What is expected. Look through the lines below for the word "bridge", and copy every line that has it.

────────

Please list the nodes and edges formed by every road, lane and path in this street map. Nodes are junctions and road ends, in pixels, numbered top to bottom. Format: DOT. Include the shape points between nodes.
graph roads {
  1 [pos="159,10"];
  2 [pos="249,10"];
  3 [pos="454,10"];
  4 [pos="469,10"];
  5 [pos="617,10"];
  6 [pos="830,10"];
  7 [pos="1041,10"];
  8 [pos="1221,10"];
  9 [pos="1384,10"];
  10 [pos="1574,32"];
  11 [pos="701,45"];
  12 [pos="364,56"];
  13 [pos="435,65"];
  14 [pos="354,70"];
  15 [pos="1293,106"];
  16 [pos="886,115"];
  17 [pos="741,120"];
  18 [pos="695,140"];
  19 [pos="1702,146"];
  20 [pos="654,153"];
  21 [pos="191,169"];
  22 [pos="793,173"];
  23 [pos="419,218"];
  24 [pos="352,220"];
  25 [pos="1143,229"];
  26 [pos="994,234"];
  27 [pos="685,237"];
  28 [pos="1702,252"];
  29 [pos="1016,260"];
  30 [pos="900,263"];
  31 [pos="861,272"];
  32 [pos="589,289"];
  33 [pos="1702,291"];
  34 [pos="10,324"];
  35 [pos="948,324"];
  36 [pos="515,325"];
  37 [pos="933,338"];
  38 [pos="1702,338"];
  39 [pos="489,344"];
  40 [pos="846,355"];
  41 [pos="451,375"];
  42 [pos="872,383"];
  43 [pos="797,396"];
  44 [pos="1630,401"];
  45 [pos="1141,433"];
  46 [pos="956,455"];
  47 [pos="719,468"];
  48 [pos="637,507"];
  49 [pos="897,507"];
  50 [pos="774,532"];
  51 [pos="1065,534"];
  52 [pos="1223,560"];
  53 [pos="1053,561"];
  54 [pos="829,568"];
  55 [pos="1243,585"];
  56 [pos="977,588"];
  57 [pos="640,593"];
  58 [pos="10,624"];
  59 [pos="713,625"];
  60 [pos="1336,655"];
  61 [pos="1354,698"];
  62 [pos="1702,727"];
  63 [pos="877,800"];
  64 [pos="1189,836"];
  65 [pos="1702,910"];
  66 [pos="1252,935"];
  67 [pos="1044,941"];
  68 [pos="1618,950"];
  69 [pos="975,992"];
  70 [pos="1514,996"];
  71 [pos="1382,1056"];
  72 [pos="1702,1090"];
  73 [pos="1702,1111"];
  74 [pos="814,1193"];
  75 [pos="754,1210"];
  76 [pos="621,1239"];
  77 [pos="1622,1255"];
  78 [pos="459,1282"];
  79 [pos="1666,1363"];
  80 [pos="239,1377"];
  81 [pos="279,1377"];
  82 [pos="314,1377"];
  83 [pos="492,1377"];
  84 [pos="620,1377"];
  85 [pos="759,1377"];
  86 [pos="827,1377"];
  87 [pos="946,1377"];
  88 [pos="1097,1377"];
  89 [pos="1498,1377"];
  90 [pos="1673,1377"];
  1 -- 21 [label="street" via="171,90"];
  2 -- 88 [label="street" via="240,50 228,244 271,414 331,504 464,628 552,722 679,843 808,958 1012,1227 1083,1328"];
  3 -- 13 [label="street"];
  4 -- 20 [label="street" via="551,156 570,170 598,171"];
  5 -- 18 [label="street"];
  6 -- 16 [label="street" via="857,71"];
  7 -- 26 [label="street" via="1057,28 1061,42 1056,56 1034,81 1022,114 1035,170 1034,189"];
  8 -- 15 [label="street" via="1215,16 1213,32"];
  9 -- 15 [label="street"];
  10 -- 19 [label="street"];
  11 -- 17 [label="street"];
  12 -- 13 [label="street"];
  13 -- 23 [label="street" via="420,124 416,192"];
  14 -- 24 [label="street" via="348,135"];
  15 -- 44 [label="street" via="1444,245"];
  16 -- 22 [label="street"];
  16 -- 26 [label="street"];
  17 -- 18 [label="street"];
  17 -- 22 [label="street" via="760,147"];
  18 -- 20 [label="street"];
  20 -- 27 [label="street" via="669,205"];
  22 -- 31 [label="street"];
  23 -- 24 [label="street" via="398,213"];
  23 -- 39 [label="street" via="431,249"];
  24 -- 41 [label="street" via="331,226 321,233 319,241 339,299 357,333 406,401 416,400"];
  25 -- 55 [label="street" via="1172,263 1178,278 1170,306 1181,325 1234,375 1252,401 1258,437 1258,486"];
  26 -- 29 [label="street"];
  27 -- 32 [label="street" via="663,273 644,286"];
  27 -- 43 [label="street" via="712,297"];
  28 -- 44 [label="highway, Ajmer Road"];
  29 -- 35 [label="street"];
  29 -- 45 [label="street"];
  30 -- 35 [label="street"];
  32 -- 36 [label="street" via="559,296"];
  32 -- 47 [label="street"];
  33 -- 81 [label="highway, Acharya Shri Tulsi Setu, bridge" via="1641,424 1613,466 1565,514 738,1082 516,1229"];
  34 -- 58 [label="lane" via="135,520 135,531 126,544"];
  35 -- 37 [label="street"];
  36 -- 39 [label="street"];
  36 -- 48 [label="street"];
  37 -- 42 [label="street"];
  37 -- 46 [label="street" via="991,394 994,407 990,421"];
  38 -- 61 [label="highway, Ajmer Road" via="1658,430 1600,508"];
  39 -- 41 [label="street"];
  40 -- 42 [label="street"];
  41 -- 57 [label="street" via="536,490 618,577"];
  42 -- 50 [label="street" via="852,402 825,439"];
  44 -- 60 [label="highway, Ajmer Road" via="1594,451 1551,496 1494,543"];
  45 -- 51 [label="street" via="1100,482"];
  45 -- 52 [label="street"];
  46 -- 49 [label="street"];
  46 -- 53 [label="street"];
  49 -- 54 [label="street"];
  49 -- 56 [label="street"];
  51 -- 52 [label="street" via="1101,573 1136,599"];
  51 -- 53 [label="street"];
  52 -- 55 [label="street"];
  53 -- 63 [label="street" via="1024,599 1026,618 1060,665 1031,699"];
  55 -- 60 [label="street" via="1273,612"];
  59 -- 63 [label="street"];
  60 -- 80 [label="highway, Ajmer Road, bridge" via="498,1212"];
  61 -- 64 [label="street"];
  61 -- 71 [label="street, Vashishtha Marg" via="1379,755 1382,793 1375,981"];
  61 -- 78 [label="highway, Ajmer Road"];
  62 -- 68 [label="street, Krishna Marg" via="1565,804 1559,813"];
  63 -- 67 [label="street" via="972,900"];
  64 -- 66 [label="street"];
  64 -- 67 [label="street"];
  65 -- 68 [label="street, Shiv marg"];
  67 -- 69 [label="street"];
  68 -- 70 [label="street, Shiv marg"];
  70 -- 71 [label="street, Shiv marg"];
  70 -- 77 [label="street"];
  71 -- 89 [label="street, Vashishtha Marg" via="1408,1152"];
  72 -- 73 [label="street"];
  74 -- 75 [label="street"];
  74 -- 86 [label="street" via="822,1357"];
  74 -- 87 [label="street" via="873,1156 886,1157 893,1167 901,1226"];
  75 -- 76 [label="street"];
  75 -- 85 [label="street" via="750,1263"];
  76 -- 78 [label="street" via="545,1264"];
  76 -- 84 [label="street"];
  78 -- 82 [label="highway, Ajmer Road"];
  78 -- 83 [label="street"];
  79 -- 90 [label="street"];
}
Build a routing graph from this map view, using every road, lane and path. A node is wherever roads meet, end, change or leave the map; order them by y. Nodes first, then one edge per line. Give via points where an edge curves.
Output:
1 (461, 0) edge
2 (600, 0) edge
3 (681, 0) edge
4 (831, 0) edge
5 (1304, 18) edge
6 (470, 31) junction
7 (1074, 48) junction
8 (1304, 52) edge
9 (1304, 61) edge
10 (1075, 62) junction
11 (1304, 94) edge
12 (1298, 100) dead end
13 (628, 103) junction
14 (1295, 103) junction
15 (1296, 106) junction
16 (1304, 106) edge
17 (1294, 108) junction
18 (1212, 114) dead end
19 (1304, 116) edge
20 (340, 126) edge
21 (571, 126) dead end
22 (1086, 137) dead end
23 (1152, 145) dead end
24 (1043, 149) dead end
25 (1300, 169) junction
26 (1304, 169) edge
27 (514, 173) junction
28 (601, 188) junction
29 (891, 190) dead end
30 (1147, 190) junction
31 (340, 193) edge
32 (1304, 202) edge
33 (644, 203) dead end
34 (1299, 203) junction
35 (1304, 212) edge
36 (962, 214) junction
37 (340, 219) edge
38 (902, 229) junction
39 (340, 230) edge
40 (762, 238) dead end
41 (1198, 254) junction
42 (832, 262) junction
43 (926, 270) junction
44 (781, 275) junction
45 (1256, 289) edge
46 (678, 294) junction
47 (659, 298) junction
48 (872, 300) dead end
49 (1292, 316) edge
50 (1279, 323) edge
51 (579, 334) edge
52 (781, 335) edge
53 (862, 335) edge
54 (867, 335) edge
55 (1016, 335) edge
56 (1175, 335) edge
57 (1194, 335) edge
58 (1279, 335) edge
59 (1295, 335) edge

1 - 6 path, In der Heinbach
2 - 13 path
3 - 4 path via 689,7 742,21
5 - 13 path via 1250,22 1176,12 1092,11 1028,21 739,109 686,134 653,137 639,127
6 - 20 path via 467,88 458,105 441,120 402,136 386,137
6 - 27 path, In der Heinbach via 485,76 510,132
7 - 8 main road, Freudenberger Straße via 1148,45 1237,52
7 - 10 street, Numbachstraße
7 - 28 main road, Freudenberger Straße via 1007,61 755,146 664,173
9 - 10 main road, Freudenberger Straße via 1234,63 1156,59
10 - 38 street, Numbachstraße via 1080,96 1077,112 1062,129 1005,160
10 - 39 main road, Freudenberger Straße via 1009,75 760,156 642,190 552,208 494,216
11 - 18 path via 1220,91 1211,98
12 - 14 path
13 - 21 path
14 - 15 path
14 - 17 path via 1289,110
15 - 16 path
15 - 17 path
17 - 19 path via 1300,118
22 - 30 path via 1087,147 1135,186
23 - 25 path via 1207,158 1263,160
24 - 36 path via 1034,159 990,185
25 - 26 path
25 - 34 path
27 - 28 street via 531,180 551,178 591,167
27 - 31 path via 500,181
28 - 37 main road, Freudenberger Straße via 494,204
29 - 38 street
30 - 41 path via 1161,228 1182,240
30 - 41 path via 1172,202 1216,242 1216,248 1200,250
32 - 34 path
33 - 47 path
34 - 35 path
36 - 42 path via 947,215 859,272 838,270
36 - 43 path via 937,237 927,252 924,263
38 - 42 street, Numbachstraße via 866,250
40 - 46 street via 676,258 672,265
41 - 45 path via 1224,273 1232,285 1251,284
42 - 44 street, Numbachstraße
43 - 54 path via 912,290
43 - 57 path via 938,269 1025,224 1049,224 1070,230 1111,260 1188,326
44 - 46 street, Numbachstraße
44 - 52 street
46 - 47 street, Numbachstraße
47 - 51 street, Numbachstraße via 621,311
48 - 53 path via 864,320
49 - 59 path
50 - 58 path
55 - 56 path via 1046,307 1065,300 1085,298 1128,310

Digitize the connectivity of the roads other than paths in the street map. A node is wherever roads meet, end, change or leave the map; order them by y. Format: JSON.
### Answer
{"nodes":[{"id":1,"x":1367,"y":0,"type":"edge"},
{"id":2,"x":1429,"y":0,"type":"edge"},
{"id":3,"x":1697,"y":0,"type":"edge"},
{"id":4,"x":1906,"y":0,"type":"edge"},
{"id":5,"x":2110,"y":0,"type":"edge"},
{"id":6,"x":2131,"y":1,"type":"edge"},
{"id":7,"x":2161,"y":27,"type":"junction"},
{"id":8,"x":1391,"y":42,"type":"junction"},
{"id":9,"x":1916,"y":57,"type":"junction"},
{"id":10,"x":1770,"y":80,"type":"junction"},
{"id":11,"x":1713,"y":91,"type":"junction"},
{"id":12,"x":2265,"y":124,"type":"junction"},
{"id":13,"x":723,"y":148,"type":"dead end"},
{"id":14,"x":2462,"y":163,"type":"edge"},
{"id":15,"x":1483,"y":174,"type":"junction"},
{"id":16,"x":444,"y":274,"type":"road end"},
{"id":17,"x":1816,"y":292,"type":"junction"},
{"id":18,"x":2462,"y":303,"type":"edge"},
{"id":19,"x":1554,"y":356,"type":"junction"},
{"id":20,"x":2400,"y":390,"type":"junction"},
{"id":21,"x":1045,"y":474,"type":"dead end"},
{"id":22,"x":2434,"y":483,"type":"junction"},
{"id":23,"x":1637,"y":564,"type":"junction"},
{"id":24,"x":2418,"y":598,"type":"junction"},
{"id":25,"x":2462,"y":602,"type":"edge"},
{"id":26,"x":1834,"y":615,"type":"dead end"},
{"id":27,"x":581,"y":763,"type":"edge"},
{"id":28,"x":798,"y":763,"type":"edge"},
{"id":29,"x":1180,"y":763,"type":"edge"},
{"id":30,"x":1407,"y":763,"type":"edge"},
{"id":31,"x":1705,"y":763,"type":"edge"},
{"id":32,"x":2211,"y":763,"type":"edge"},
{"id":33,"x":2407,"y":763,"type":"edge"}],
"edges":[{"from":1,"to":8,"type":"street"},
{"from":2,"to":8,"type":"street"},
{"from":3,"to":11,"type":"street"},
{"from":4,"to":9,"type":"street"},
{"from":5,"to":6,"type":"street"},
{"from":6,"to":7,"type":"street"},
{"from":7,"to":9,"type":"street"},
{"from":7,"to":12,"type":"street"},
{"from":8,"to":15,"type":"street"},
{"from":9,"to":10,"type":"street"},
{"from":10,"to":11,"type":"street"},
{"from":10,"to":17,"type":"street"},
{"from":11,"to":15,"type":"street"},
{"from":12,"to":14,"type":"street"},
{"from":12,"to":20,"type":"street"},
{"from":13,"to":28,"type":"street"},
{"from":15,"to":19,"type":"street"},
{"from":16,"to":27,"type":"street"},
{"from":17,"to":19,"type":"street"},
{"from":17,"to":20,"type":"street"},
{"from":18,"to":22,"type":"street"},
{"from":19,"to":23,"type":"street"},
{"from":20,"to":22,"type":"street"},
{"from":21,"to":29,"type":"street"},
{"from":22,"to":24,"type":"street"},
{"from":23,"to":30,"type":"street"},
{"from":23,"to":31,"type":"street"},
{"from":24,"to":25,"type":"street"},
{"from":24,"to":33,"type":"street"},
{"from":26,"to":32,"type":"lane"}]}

────────

Written solution.
  33 -- 81 [label="highway, Acharya Shri Tulsi Setu, bridge" via="1641,424 1613,466 1565,514 738,1082 516,1229"];
  60 -- 80 [label="highway, Ajmer Road, bridge" via="498,1212"];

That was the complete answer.